Alla fine di questo excursus storico, apprendiamo che al nome di Dio è stata però restituita tutta la sua gloria grazie alla TNM. In questa, i traduttori geovisti, non solo lo hanno inserito circa 7000 volte nell’Antico Testamento (lì dove nel testo originale compare il Tetragramma), ma lo hanno “ripristinato” per ben 237 volte anche nel Nuovo Testamento.

Saltando a piè pari gli argomenti pseudo-filologici che i TdG adducono onde giustificare tale “ripristino” (i quali sono stati già ampiamente smontati da altri), giungiamo a pagina 26, dove troviamo scritto:

«[…] traduttori e studiosi della Bibbia compresero che, senza il nome di Dio, è molto difficile capire correttamente certe parti delle scritture Greche Cristiane.
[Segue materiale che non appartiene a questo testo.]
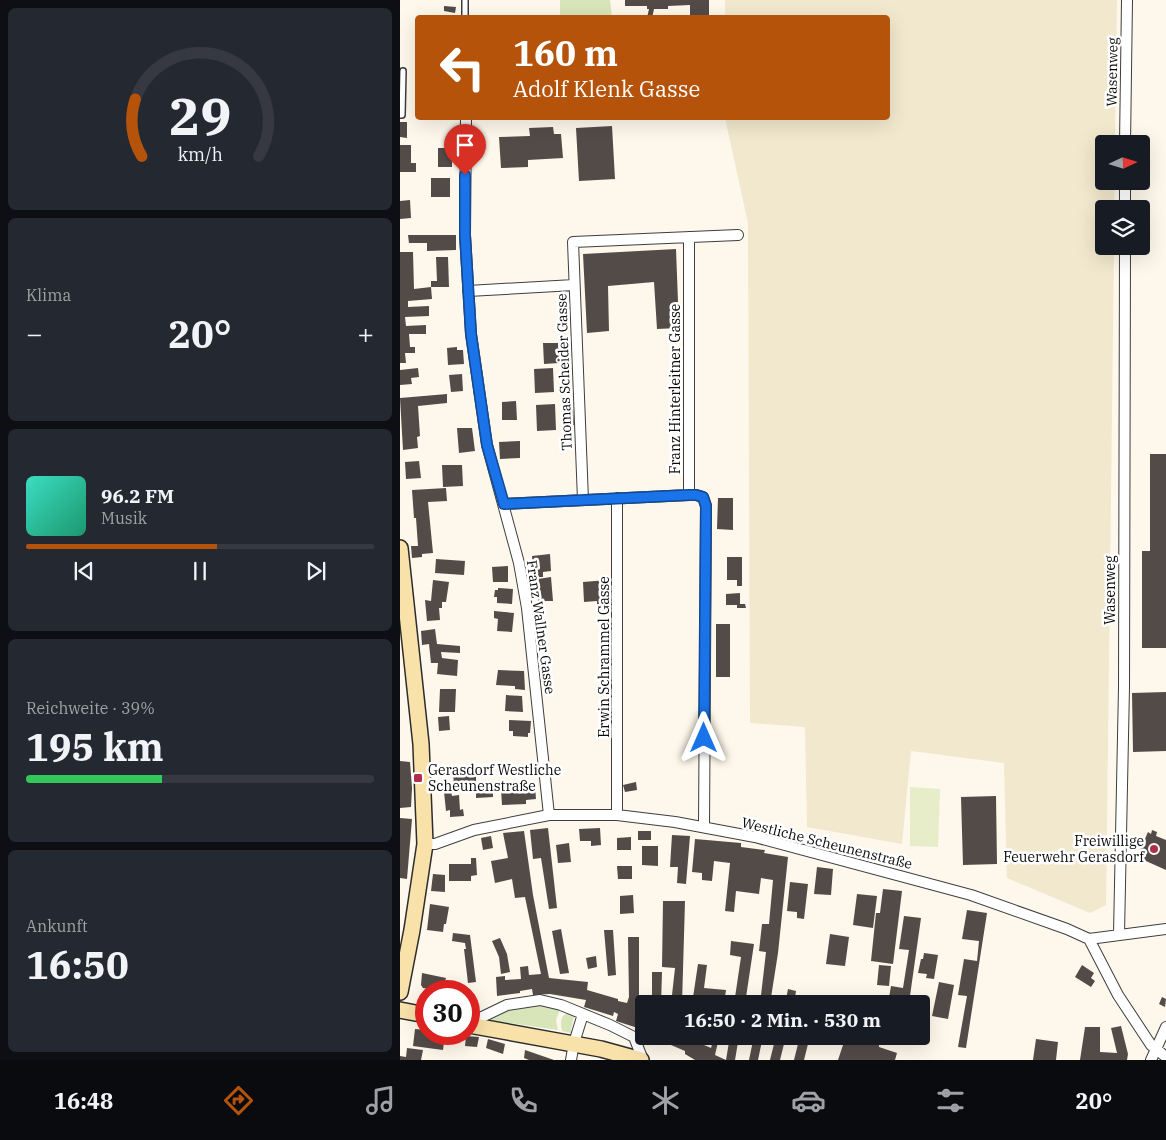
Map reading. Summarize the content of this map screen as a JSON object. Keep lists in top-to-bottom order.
{
  "streets": {
    "street": [
      "Wasenweg",
      "Thomas Scheider Gasse",
      "Franz Hinterleitner Gasse",
      "Franz Wallner Gasse",
      "Erwin Schrammel Gasse",
      "Westliche Scheunenstraße"
    ]
  },
  "crossings": [
    ["Thomas Scheider Gasse", "Franz Hinterleitner Gasse"],
    ["Franz Wallner Gasse", "Westliche Scheunenstraße"],
    ["Erwin Schrammel Gasse", "Westliche Scheunenstraße"]
  ],
  "places": {
    "transit": ["Gerasdorf Westliche Scheunenstraße"],
    "other": ["Freiwillige Feuerwehr Gerasdorf"]
  },
  "north": "right",
  "page": {
    "turn": ["160 m", "Adolf Klenk Gasse"],
    "tile": [
      "Klima",
      ["Reichweite · 39%", "195 km"],
      ["Ankunft", "16:50"]
    ],
    "heat": ["−", "20°", "+"],
    "song": ["96.2 FM", "Musik"],
    "limit": "30",
    "trip": "16:50 · 2 Min. · 530 m",
    "tabs": ["16:48", "20°"],
    "gauge": ["29", "km/h"]
  }
}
Il ripristino del nome di Dio è di grande aiuto per rendere più chiara e comprensibile questa parte della Bibbia ispirata».
Subito sotto, nella stessa pagina, per esemplificare come la “logica” del discorso di alcuni passaggi del Nuovo Testamento divenga più chiara grazie alla “reintroduzione” del vero nome di Dio, viene citato il caso di Romani 10,13.
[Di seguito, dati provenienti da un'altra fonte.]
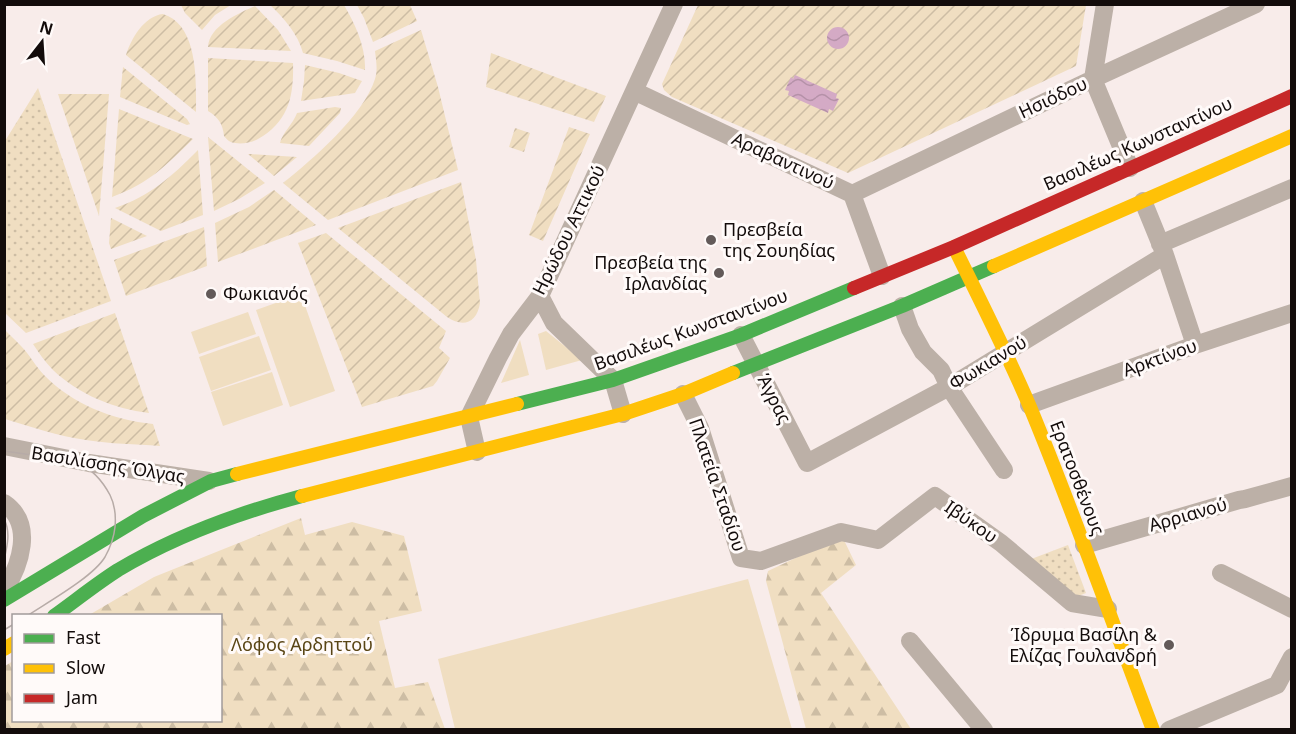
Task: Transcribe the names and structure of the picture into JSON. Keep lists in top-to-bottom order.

Vediamo quindi come il brano a cui appartiene il versetto in oggetto viene tradotto nella versione CEI:

“Poiché se confesserai con la tua bocca che Gesù è il Signore, e crederai con il tuo cuore che Dio lo ha risuscitato dai morti, sarai salvo.
Con il cuore infatti si crede per ottenere la giustizia e con la bocca si fa la professione di fede per avere la salvezza.
Dice infatti la Scrittura: Chiunque crede in lui non sarà deluso.
Poiché non c'è distinzione fra Giudeo e Greco, dato che lui stesso è il Signore di tutti, ricco verso tutti quelli che l'invocano.
Infatti: Chiunque invocherà il nome del Signore sarà salvato”. [Rm 10,9-13]
Possiamo riassumere (riducendolo all'osso) il “ragionamento” che soggiace a questo brano di Paolo nel modo che segue:

Chi invoca il Signore si salva.
Il Signore è Gesù.
Chi invoca Gesù (avendolo riconosciuto Signore) si salva.
Mi sembra che, oltre ai seguaci di Gesù, qui si salvi anche la “logica”.

Ecco, invece, come la TNM rende il medesimo brano:

«Poiché se pubblicamente dichiari quella ‘parola della tua bocca’, che Gesù è Signore, ed eserciti fede nel tuo cuore che Dio lo ha destato dai morti, sarai salvato. Poiché col cuore si esercita fede per la giustizia, ma con la bocca si fa pubblica dichiarazione per la salvezza.
Poiché la Scrittura dice: “Chiunque ripone fede in lui non sarà deluso”. Poiché non c’è distinzione fra giudeo e greco, poiché sopra tutti è lo stesso Signore, che è ricco verso tutti quelli che lo invocano. Poiché “chiunque invoca il nome di Geova sarà salvato”».
Per i TdG, il “ragionamento” soggiacente a questo testo è quindi questo:

Chi invoca Geova si salva.
Il Signore è Gesù.
Chi invoca Gesù (avendolo riconosciuto Signore) si salva.
Che fine ha fatto qui la logica?
Ecco che il brano di Paolo diventa una semplice giustapposizione di periodi senza alcuna consequenzialità logica e perde ogni senso quel “poiché” (causale) che introduce l'ultima proposizione.
Ora, visto che Romani 10,13 è una citazione di Gioele 3,5 e che nel testo ebraico qui appare il Tetragramma, a rigor di “logica”, ciò che deriva dal brano in oggetto come lo rende la CEI è che Cristo è Dio, mentre così come questo passo viene reso dai TdG la divinità di Cristo svanisce. La fregatura, però, sta nel fatto che nella traduzione geovista non salta solo la divinità di Gesù, ma anche la logica del discorso paolino. Quindi, l'inserimento di "Geova" in questo passo non ha affatto migliorato la comprensibilità del medesimo, ma la ha annullata.